PROJECT SUMMARY/ABSTRACT
The Colorado Pulmonary Alcohol Research Collaborative (CoPARC) Resource, centered at the University of
Colorado Anschutz Medical Campus (CU Anschutz), provides an essential service for investigators to conduct
clinical and translational research to understand the pathogenesis of alcohol misuse in pulmonary infections
(particularly community-acquired pneumonia, or CAP) and their sequelae. In 2011, CoPARC launched an
infrastructure to obtain and distribute biospecimens and data from otherwise healthy participants with well-
characterized alcohol misuse, and healthy controls, including bronchoalveolar lavage and bronchial brushings
obtained by bronchoscopy, and blood. During the last renewal, CoPARC's repertoire expanded to meet
evolving investigator requests, with addition of new biospecimen types (e.g. stool, nasal epithelial brushings),
new clinical data (e.g. assessment of neuromuscular weakness), and new participant cohorts (e.g. inhaled
cannabis users). Expansions provided novel opportunities for studies of the gut-lung brain axis, and dual use
disorders, among others. The last renewal also featured new enrollment of critically ill patients with respiratory
failure and the acute respiratory distress syndrome (ARDS) that often complicates CAP in association with
alcohol misuse. Biospecimens collected from critically ill patients include BAL, tracheal aspirates, serial blood
samples, and stool. Infrastructure was also implemented to longitudinally assess patients who survive critical
illness for up to a year post-discharge to evaluate domains of respiratory, physical, and mental health,
including substance use habits.
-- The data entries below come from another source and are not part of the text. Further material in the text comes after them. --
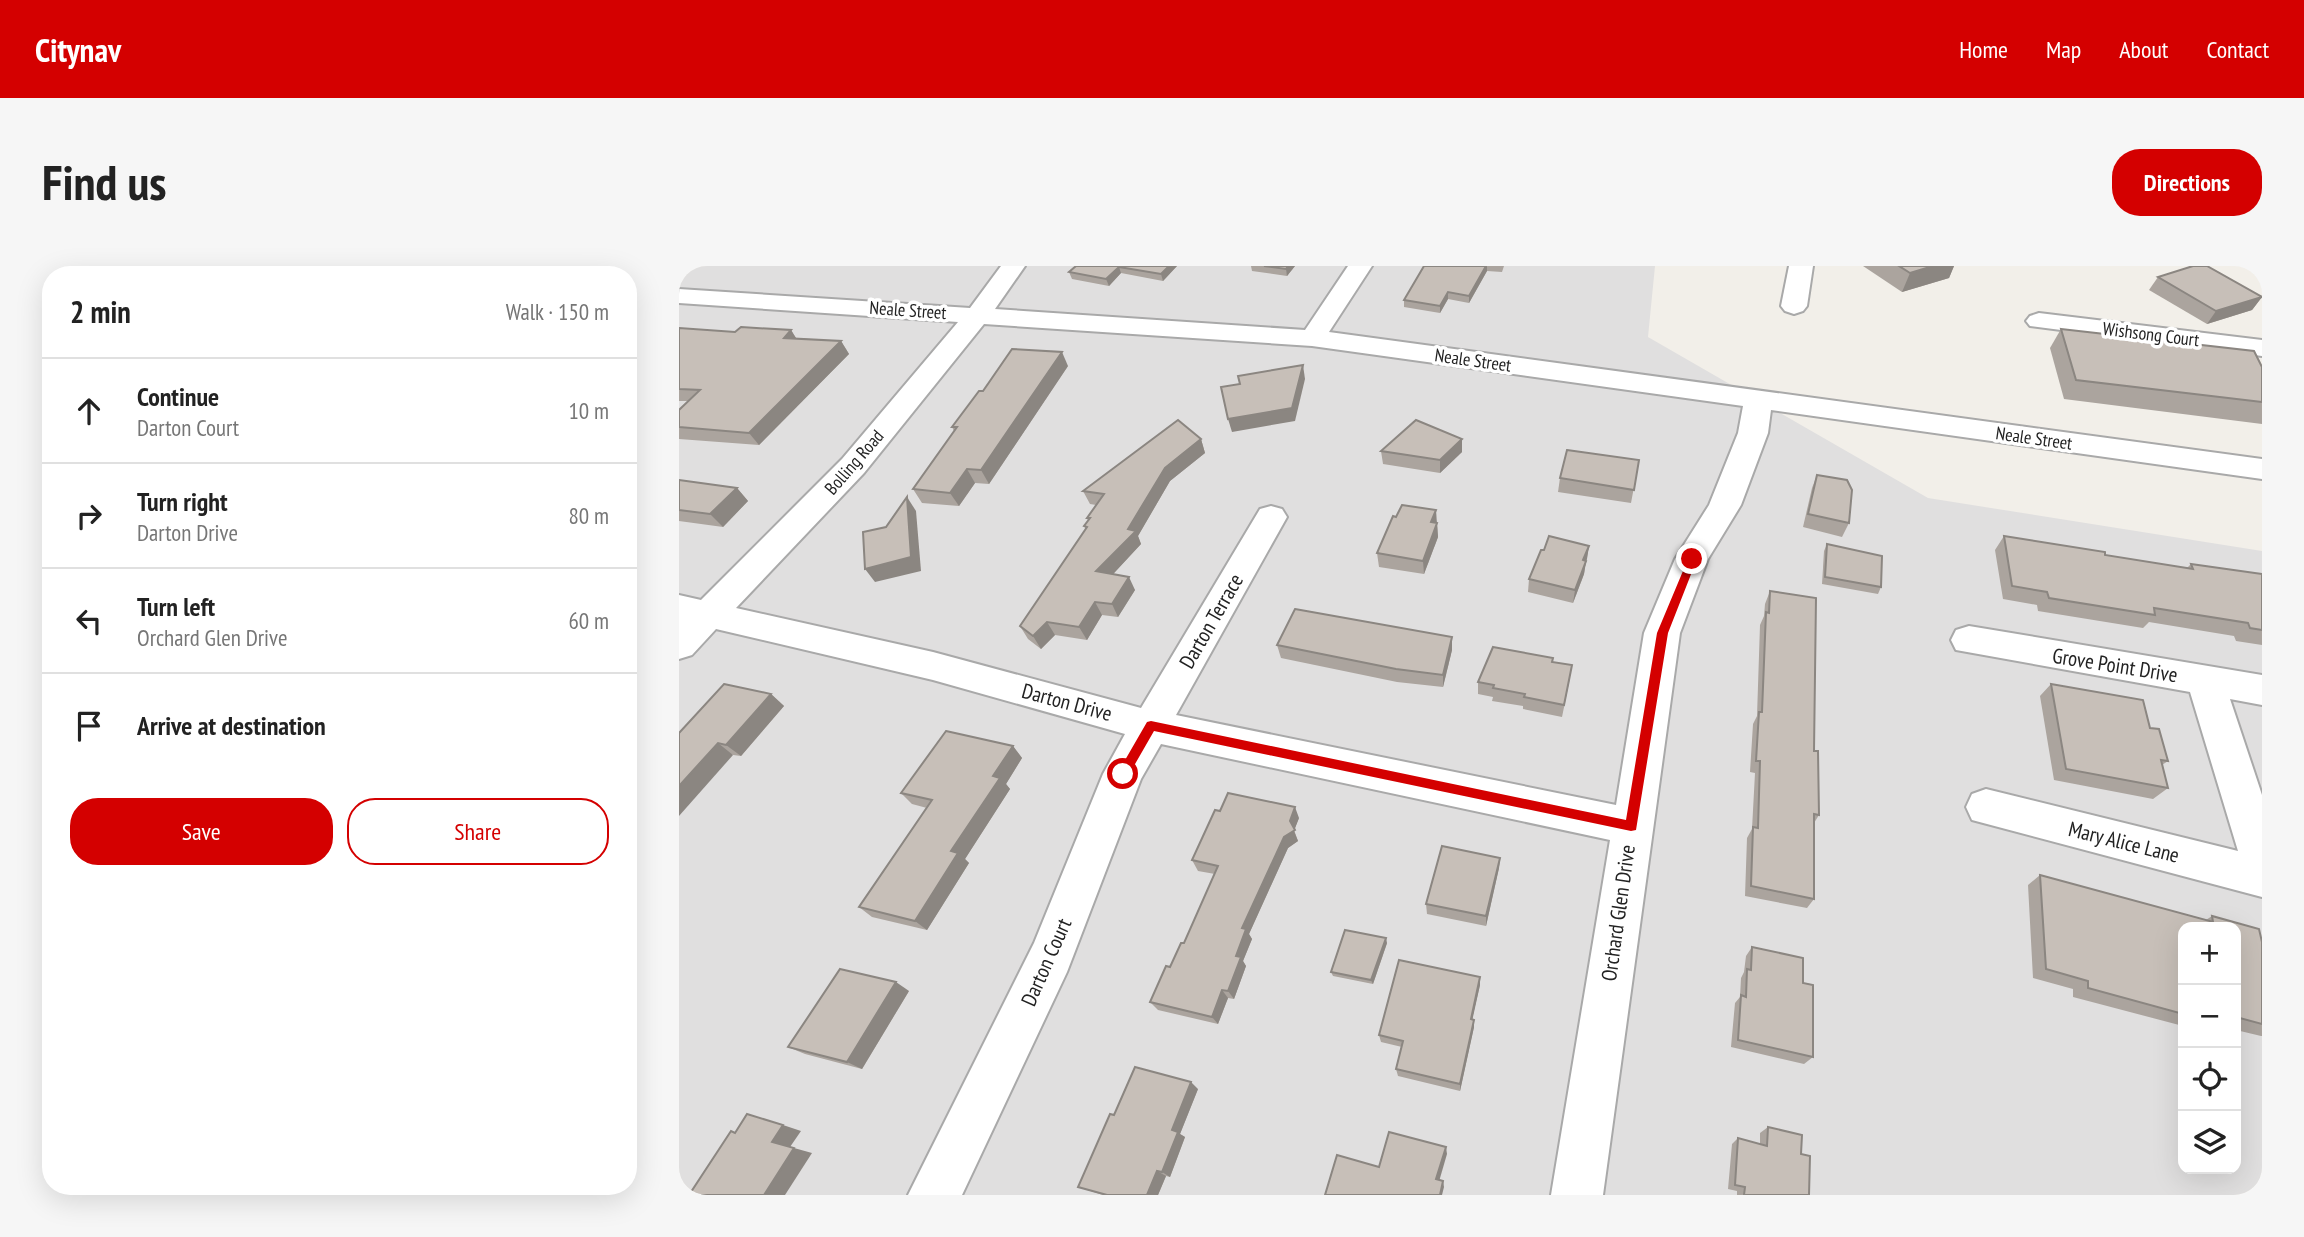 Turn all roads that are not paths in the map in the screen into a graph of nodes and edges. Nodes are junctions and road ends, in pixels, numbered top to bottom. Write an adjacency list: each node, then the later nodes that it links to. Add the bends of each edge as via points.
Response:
1 (1013, 266): 6 (street, Bolling Road)
2 (1360, 266): 8 (street)
3 (1801, 266): 5 (street)
4 (679, 296): 6 (street, Neale Street)
5 (1794, 306)
6 (978, 315): 8 (street, Neale Street); 13 (street, Bolling Road, via 853,466)
7 (2039, 321): 9 (street, Wishsong Court)
8 (1312, 338): 10 (street, Neale Street)
9 (2262, 348)
10 (1758, 400): 11 (street, Neale Street); 20 (street, Orchard Glen Drive, via 1753,433 1725,505 1692,559 1663,633)
11 (2262, 468)
12 (1271, 517): 18 (street, Darton Terrace)
13 (694, 611): 15 (street, Bolling Road); 18 (street, Darton Drive, via 933,666)
14 (1969, 640): 16 (street, Grove Point Drive)
15 (679, 645)
16 (2205, 680): 17 (street, Grove Point Drive); 21 (street)
17 (2262, 690)
18 (1151, 726): 20 (street, Darton Drive); 23 (street, Darton Court, via 1123,774 1051,956)
19 (1986, 807): 22 (street, Mary Alice Lane)
20 (1631, 826): 24 (street, Orchard Glen Drive)
21 (2262, 859)
22 (2262, 877)
23 (934, 1195)
24 (1577, 1195) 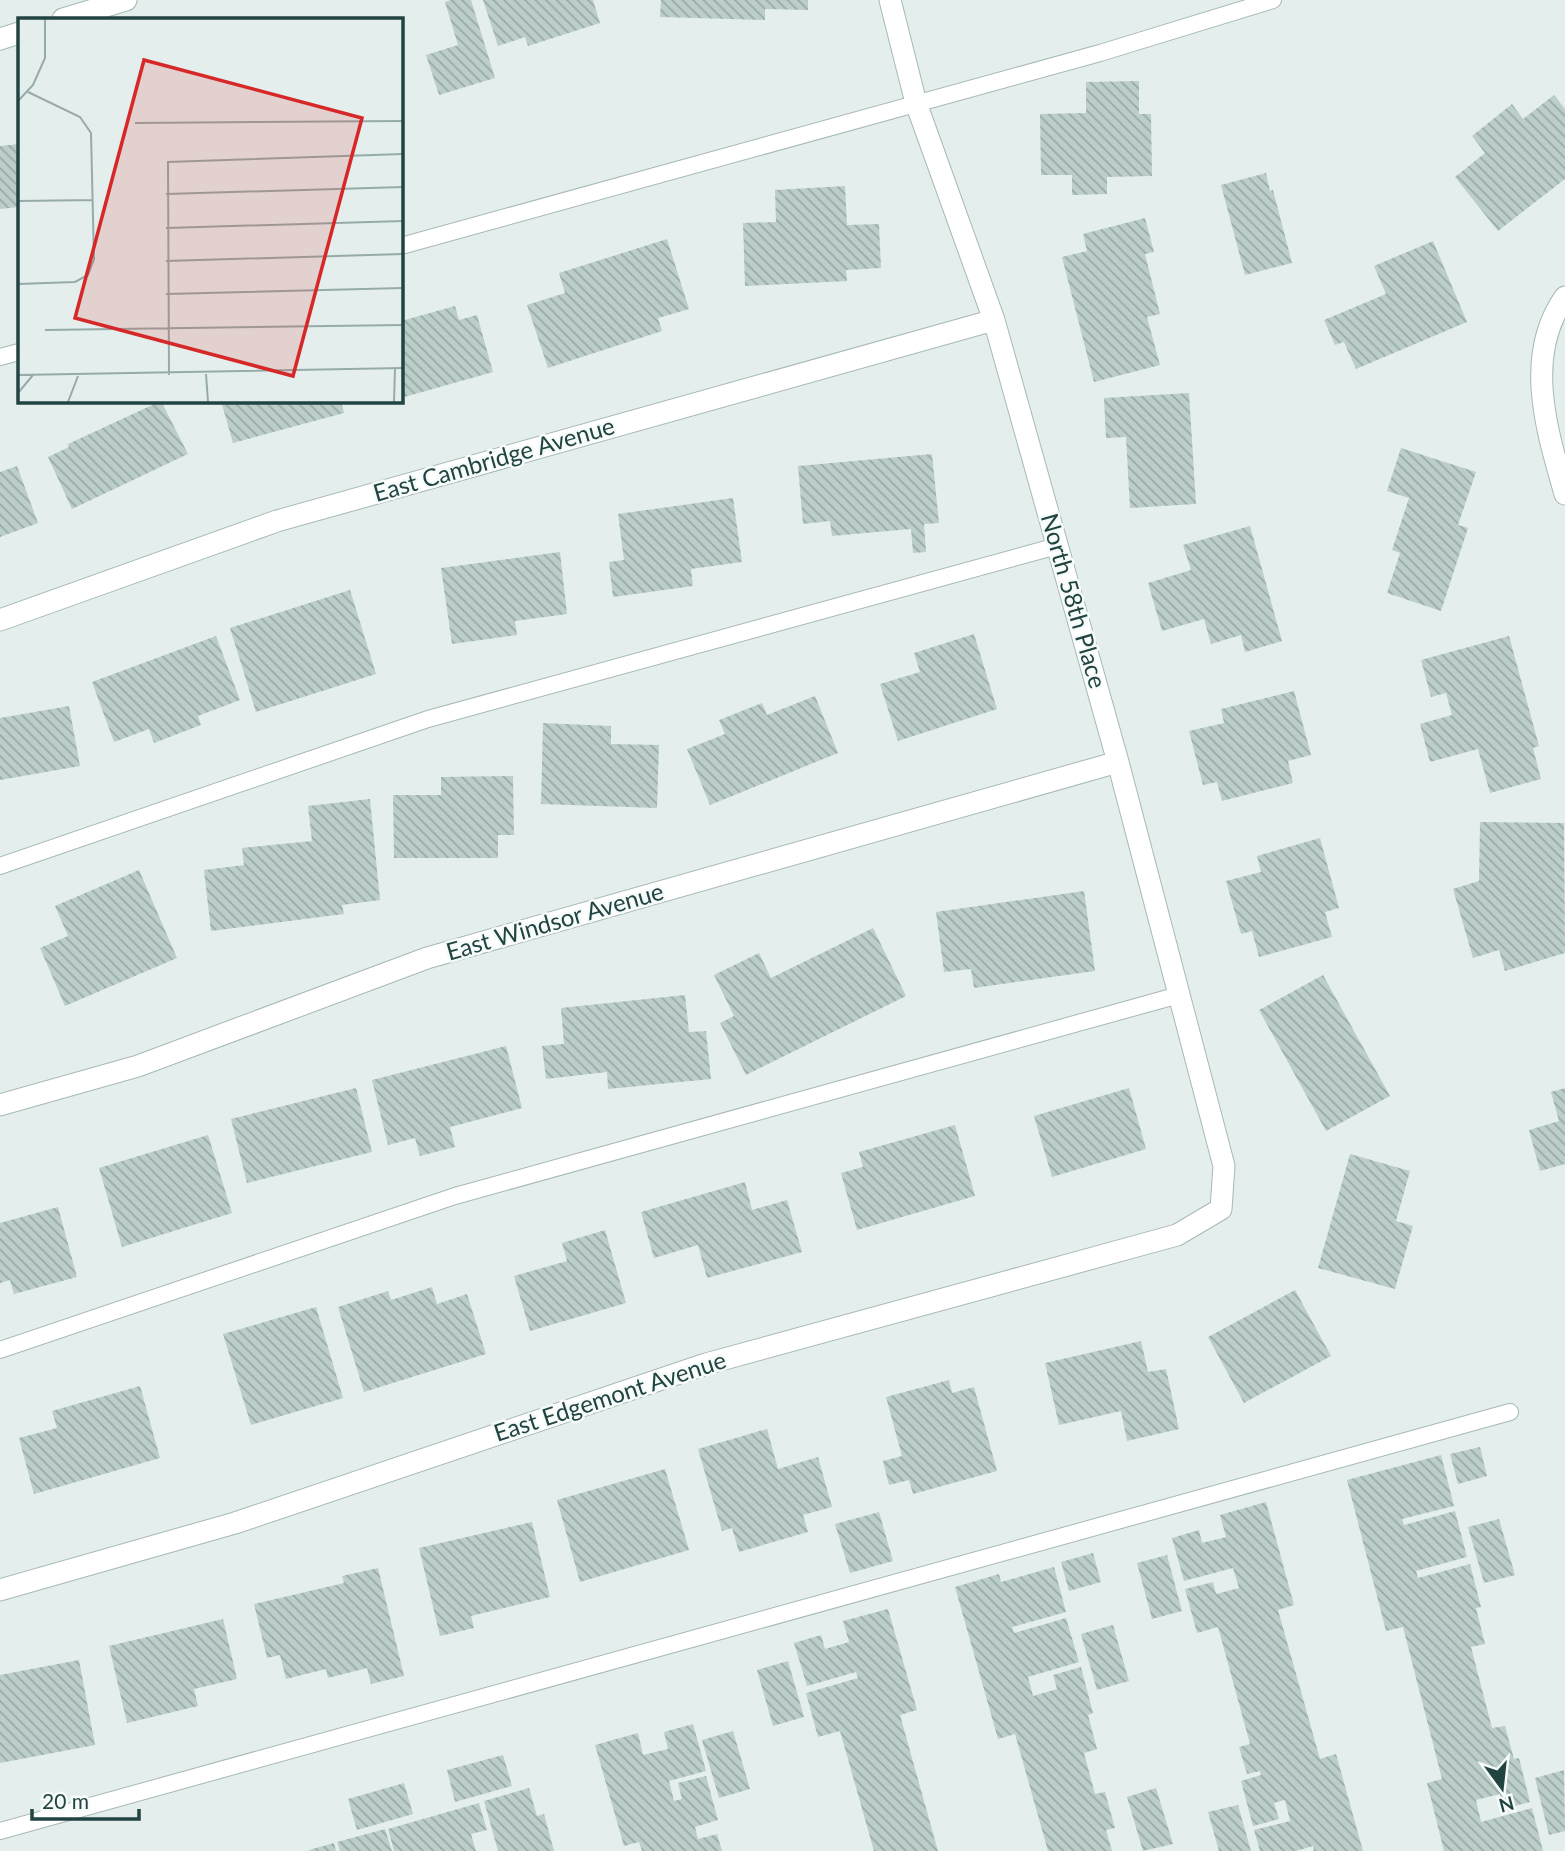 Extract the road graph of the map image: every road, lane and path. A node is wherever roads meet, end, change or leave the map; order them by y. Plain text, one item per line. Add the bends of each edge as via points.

R24 Supplement funding provided an added opportunity to study critically ill
patients with Coronavirus (COVID)-19. CoPARC has had consistent support from consortia (Emory University,
Louisiana State University, Loyola University Chicago, University of California San Francisco, and University of
Nebraska Medical Center) to enroll participants and patients in parallel who augment the size and
representativeness of CU Anschutz cohorts. For the renewal, CoPARC's long-term objective is to magnify the
utility and impact of existing Resource services based on evolving needs of investigators, under the guidance
of a committed Steering Committee. Aims for CoPARC's renewal include: 1. Generate and diversify the
Resource's biological specimen and data inventory to facilitate research targeting the impact of alcohol misuse
across pulmonary and extra-pulmonary organ axes, based on dynamic and evolving investigator requests. 2.
Expand access to biorepositories and data generated through a) consortia arrangements, and b) new multi-
center clinical research and data networks, whose participants have well-characterized alcohol use habits, to
enable clinical and translational research on a larger scale. 3. Strengthen connections in the pulmonary-alcohol
research community through novel services provided by CoPARC to enhance ...

## Key facts

- **NIH application ID:** 10831801
- **Project number:** 2R24AA019661-11
- **Recipient organization:** UNIVERSITY OF COLORADO DENVER
- **Principal Investigator:** ELLEN L BURNHAM
- **Activity code:** R24 (R01, R21, SBIR, etc.)
- **Funding institute:** NIH
- **Fiscal year:** 2024
- **Award amount:** $717,341
- **Award type:** 2
- **Project period:** 2011-08-01 → 2029-04-30

## Primary source

NIH RePORTER: https://reporter.nih.gov/project-details/10831801

## Citation

> US National Institutes of Health, RePORTER application 10831801, CoPARC: Colorado Pulmonary-Alcohol Research Collaborative (2R24AA019661-11). Retrieved via AI Analytics 2026-05-23 from https://api.ai-analytics.org/grant/nih/10831801. Licensed CC0.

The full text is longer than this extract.